These more human traits are explored further in Wattle Gobbler, which thankfully has a stronger narrative setup than Bloody Harvest's lazy "this guy is terrorizing the town; go kill him." In it, the Vault Hunters are invited to participate in a new reality show hosted by Mister Torgue in which contestants attempt to kill a giant turkey. The catch is that the show's producers have engineered the Ravenous Wattle Gobbler to be invincible, so Torgue subverts the producers in order to protect his Vault Hunter friends (and so he can eat the Wattle Gobbler once it is killed).

Once the stage is set, it is a fairly standard Borderlands affair, with plenty of shooting and looting, along with the obligatory bandit re-skins (now they're kitchen workers). There is an overarching play on The Hunger Games, which allows for a few miniboss fights involving battling two tributes at a time, each from various Pandoran cities and settlements. Not counting the tributes, there is only one new basic enemy type, an insect with really basic AI that isn't particularly interesting to fight.

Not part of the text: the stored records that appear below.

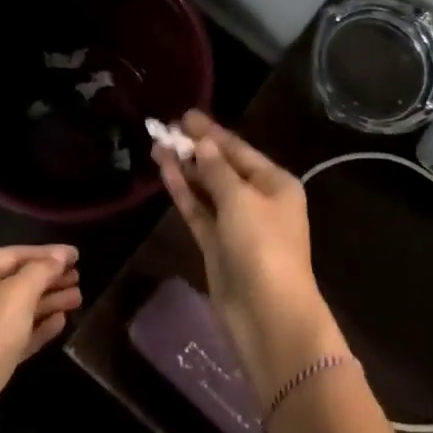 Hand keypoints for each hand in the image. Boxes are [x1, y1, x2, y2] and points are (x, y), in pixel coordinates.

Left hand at [0, 244, 81, 432]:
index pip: (12, 255)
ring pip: (16, 311)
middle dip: (47, 278)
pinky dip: (37, 329)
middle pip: (14, 282)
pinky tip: (60, 324)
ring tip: (78, 299)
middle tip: (80, 277)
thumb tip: (59, 256)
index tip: (77, 255)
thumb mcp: (16, 296)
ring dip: (47, 303)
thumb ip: (40, 271)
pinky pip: (14, 338)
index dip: (46, 253)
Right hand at [154, 112, 345, 390]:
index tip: (185, 115)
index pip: (239, 150)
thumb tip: (202, 143)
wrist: (269, 316)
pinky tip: (165, 172)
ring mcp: (237, 225)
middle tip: (164, 129)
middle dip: (195, 148)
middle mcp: (258, 200)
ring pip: (207, 189)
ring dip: (185, 168)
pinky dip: (184, 193)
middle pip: (222, 167)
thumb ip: (217, 170)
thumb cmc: (263, 247)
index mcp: (275, 184)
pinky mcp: (218, 247)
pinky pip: (199, 212)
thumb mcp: (241, 200)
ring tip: (157, 145)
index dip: (211, 132) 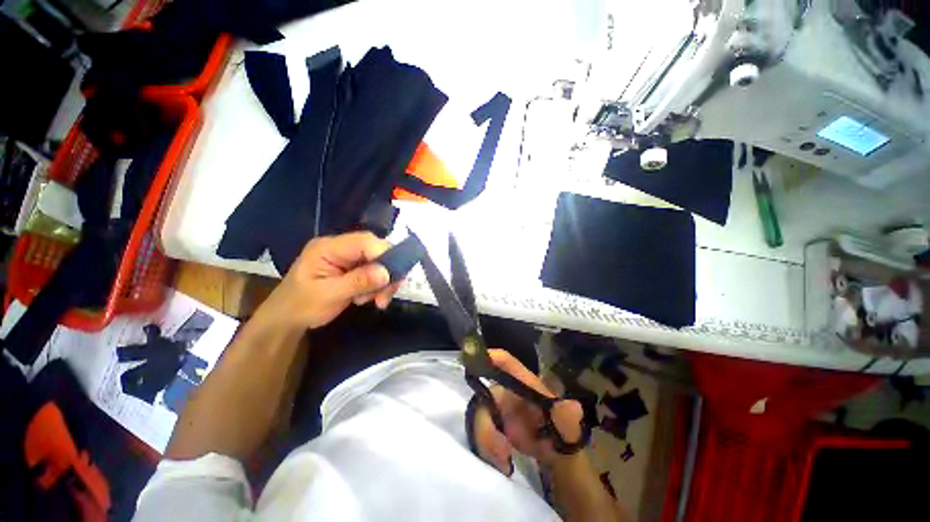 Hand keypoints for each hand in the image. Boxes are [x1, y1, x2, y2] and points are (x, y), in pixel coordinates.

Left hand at [254, 232, 399, 330]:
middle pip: (376, 250)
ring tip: (375, 301)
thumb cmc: (300, 306)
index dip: (384, 255)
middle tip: (385, 296)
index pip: (365, 241)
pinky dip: (379, 286)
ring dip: (384, 282)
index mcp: (328, 247)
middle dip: (387, 272)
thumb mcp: (328, 296)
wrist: (287, 318)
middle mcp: (341, 247)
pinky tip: (370, 298)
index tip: (391, 278)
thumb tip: (387, 273)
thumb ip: (358, 282)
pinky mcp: (354, 267)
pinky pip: (376, 271)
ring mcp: (348, 257)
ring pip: (380, 262)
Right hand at [473, 349, 584, 474]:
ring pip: (479, 416)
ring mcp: (498, 408)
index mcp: (524, 383)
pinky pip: (480, 431)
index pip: (506, 362)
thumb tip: (573, 408)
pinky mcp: (493, 425)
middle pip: (484, 395)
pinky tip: (502, 463)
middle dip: (486, 423)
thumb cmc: (561, 429)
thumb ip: (568, 417)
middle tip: (500, 451)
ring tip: (503, 461)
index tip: (472, 359)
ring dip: (486, 440)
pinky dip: (486, 448)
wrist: (555, 452)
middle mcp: (507, 390)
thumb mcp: (567, 424)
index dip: (490, 357) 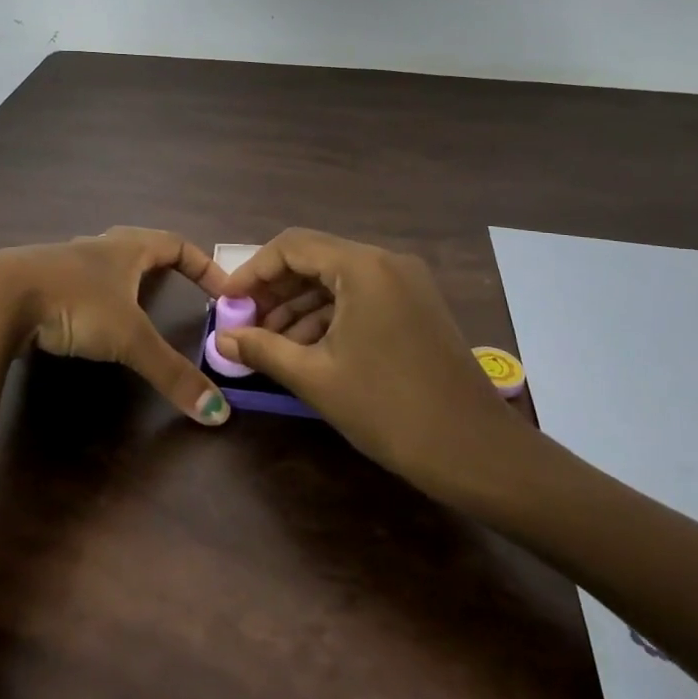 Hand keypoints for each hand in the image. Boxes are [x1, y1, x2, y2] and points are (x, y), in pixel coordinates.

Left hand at [0, 227, 233, 424]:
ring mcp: (63, 261)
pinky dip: (89, 296)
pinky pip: (74, 282)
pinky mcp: (37, 281)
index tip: (222, 289)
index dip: (202, 264)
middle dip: (162, 264)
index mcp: (125, 249)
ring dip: (122, 277)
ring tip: (134, 304)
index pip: (175, 243)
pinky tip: (83, 319)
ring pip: (102, 261)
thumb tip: (218, 413)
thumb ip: (171, 373)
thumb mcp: (129, 339)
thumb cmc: (75, 303)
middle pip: (138, 245)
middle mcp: (96, 248)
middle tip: (179, 288)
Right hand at [216, 228, 538, 504]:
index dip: (253, 271)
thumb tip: (221, 337)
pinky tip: (305, 348)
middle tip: (244, 322)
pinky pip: (360, 297)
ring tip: (268, 342)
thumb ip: (263, 348)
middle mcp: (386, 261)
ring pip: (337, 280)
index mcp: (363, 266)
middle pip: (315, 259)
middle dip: (275, 290)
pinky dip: (329, 316)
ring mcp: (406, 283)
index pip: (292, 246)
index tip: (227, 302)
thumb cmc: (389, 409)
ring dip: (299, 306)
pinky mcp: (415, 306)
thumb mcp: (316, 377)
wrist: (476, 452)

Strictly speaking, Wattle Gobbler features a smaller area with less action than Bloody Harvest, but it benefits from a more salient storyline and the introduction of Mister Torgue's grandmother, Grandma Flexington. After defeating the Wattle Gobbler, the remaining missions are only to listen to Grandma Flexington tell stories, and it is surprisingly entertaining. Lead Writer Anthony Burch's voice is strong in both Mister Torgue and Grandma Flexington. His opinions are laid down thickly with dialogue ranging from silly things like highlighting recent indie games and writing fanfiction to more serious philosophical and social matters like gender politics, personal body image, and what makes a person truly special.

Burch's pontificating through the Flexingtons is difficult to ignore; players are penalized with a failed mission if they leave Grandma Flexington's side (even just to kill a stray bandit whose yelling and gunfire block out her lines), forcing players to either restart the dialogue or leave the mission unfinished. Though I found the storytelling missions entertaining, those who play Borderlands for the combat or who disagree with the opinions expressed may be annoyed to have to sit still and just listen for several minutes.

After the disappointingly mediocre T.K. Baha's Bloody Harvest, I went into The Horrible Hunger of the Ravenous Wattle Gobbler with tempered expectations, but I was pleasantly surprised. Though the core gameplay is largely unchanged and the set of missions are just as short in length, Wattle Gobbler features a more fleshed out narrative, with funnier and more important dialogue. Mister Torgue shines as one of the most well-written characters in all of Pandora, and that brilliance helps make this DLC pack more worthwhile than the last one.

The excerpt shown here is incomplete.